[Saved data entries]
◇ ◇ ◇ ◇ ◇ ◇ ◇

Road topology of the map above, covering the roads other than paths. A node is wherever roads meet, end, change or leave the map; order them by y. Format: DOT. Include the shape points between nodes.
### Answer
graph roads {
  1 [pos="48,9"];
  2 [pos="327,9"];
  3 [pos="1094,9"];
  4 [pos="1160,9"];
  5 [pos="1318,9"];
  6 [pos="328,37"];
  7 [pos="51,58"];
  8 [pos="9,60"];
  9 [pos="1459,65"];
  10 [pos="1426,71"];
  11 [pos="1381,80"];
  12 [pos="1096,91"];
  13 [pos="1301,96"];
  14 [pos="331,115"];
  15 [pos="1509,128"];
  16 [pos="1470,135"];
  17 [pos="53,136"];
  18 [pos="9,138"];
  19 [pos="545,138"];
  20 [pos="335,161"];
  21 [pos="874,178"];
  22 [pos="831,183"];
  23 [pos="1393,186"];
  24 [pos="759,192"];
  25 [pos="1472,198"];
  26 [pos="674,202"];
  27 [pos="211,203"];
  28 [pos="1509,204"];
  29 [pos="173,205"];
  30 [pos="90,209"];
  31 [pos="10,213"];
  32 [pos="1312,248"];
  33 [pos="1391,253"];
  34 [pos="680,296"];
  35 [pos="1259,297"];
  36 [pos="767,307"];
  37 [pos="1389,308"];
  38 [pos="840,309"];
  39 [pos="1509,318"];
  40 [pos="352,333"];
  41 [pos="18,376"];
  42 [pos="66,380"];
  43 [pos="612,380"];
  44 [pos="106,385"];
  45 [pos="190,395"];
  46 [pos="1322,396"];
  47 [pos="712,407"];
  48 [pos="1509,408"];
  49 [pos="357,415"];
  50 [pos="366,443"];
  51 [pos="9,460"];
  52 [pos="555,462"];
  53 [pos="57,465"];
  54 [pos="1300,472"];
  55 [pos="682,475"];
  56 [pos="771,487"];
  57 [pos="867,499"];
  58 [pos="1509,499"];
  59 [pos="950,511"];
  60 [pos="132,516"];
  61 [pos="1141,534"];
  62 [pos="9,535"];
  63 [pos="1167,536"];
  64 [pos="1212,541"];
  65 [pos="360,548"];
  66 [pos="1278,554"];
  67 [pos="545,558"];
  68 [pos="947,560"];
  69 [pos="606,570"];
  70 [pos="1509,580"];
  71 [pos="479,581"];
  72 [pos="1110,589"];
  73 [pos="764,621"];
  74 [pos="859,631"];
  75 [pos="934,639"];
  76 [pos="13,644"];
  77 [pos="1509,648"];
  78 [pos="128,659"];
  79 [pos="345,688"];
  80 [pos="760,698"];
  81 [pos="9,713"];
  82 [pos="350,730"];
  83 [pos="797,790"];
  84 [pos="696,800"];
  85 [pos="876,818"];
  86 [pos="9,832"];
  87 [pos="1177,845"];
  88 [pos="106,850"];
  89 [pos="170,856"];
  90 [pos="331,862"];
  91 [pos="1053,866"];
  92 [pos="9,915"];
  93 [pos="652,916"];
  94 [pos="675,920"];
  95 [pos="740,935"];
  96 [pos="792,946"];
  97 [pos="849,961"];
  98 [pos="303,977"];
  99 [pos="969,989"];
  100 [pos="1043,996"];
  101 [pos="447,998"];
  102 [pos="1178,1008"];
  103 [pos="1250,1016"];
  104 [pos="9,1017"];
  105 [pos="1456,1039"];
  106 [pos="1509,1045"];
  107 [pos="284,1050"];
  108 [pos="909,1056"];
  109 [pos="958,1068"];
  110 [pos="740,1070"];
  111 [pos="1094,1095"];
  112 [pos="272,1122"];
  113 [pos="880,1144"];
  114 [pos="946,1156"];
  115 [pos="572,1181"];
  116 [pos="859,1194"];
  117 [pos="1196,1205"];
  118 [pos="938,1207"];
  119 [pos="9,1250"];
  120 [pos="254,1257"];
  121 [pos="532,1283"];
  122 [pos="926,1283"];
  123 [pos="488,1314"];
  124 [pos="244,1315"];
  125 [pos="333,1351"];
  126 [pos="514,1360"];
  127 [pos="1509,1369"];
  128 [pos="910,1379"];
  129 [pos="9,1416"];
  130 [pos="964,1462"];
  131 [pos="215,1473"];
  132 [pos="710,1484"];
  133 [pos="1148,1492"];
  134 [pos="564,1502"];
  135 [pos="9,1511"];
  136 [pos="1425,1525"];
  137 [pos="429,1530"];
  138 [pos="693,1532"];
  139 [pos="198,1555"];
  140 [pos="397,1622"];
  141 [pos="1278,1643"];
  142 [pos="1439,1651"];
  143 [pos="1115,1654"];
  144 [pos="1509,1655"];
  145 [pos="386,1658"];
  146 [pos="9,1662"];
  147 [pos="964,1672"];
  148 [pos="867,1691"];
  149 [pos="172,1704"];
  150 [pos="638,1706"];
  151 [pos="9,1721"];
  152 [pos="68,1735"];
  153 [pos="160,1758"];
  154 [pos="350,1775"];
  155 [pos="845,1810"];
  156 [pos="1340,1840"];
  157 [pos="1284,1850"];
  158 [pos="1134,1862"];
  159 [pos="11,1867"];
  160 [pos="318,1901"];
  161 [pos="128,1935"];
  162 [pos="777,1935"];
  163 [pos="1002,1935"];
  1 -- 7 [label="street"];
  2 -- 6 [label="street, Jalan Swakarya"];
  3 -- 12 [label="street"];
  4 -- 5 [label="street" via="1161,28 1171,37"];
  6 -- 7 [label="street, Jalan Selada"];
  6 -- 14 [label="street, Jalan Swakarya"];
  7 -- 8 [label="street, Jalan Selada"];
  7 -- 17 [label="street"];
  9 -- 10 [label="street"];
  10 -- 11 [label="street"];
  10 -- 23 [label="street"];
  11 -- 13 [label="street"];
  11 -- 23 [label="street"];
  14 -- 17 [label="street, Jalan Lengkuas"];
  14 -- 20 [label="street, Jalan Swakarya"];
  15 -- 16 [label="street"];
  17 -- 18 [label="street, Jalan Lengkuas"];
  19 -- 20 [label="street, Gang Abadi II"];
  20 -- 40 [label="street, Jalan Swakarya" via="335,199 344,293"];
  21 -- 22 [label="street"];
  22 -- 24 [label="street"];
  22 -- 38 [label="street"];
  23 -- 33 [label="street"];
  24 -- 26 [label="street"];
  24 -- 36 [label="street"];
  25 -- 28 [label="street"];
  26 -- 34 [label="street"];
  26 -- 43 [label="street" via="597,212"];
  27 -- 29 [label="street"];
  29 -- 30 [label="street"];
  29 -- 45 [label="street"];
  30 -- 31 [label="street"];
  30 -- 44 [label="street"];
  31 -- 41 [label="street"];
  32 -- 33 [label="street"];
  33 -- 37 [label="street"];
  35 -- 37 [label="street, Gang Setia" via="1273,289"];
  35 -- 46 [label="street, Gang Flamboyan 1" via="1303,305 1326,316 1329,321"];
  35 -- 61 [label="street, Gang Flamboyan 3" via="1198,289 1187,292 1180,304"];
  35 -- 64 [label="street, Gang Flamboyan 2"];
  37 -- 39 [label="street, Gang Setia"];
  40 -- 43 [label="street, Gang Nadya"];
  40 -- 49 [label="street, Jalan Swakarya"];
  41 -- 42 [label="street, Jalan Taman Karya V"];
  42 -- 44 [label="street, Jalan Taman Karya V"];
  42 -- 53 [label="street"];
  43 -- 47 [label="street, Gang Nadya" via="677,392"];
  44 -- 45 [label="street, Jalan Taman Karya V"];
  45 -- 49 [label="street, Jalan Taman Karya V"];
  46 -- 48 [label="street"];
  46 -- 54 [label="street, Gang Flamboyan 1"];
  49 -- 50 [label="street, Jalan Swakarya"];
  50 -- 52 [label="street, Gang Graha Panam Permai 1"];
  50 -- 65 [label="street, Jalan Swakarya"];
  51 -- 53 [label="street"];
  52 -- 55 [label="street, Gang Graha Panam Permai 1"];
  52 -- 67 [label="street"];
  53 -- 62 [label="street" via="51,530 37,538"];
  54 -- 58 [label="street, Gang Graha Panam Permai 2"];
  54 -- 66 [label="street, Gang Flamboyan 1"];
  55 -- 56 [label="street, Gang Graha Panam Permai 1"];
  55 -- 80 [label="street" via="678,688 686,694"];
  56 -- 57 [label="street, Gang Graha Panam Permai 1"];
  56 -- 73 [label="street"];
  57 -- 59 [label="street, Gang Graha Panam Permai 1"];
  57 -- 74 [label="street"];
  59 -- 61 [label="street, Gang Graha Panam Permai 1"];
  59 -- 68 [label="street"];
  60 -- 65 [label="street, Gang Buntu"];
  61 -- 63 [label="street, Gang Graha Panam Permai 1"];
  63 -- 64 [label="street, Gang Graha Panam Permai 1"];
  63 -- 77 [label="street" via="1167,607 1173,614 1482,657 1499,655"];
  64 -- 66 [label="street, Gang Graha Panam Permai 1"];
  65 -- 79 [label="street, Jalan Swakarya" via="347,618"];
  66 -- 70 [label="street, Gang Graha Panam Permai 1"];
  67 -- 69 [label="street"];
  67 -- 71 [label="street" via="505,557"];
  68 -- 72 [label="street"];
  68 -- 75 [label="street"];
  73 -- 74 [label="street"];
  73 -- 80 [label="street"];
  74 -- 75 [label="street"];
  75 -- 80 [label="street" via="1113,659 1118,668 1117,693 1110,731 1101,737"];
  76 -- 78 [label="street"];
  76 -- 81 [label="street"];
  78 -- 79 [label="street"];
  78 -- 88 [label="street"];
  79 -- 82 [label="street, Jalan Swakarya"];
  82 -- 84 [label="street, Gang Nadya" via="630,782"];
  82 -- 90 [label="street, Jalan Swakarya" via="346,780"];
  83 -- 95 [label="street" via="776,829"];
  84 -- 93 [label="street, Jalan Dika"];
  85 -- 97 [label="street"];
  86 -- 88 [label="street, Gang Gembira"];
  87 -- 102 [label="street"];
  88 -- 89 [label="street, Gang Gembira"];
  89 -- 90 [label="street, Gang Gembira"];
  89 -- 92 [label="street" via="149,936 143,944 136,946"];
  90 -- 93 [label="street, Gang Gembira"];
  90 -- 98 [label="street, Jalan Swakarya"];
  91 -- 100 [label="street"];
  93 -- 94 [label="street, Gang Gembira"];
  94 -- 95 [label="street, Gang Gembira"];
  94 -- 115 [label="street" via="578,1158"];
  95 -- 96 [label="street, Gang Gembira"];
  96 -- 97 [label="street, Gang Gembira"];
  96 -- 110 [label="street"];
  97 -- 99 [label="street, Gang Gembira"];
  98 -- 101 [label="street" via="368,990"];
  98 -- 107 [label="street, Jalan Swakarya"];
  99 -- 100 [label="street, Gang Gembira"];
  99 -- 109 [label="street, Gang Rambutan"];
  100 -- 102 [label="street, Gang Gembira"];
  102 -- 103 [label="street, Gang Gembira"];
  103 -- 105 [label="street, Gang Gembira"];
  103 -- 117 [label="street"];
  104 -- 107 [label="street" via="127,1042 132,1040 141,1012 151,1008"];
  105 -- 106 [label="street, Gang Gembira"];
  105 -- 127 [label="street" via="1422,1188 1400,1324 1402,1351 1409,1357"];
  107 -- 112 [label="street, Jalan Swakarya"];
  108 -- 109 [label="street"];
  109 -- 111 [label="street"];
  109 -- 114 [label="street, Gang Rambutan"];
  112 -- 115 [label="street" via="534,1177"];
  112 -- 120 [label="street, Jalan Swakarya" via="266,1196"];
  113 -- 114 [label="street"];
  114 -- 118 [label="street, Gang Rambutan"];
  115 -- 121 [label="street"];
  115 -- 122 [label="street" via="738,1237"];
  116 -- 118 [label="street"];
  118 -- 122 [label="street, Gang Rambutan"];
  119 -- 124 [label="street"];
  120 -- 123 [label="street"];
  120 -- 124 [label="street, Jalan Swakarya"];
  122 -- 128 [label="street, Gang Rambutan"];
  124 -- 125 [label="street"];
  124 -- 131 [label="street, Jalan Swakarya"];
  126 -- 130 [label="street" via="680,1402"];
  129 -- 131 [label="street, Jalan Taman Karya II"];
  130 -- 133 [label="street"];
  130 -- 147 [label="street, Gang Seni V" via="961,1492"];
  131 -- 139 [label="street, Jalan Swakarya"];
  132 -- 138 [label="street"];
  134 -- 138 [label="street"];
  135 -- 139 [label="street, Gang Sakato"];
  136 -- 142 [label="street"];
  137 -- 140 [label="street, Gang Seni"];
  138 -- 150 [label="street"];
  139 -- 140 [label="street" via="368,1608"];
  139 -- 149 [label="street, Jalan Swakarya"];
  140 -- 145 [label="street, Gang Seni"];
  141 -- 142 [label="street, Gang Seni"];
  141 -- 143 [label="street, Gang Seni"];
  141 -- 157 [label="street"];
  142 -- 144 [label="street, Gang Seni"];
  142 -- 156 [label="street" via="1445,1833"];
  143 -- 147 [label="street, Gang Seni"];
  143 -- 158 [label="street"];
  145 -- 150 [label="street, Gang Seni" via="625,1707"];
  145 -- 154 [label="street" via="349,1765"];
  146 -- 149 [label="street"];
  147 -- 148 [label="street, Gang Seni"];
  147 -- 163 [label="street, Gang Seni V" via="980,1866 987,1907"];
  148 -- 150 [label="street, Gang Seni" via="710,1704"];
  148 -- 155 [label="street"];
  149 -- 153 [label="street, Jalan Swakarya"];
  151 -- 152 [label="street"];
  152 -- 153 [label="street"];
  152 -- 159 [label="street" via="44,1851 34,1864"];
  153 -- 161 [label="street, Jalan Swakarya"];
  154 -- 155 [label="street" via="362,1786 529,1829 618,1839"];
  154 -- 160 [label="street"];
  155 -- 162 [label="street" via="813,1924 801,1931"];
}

◇ ◇ ◇ ◇ ◇ ◇ ◇

Task details: Search the entries for the word "Nadya". Copy every line where it occurs.

Expected answer:
  40 -- 43 [label="street, Gang Nadya"];
  43 -- 47 [label="street, Gang Nadya" via="677,392"];
  82 -- 84 [label="street, Gang Nadya" via="630,782"];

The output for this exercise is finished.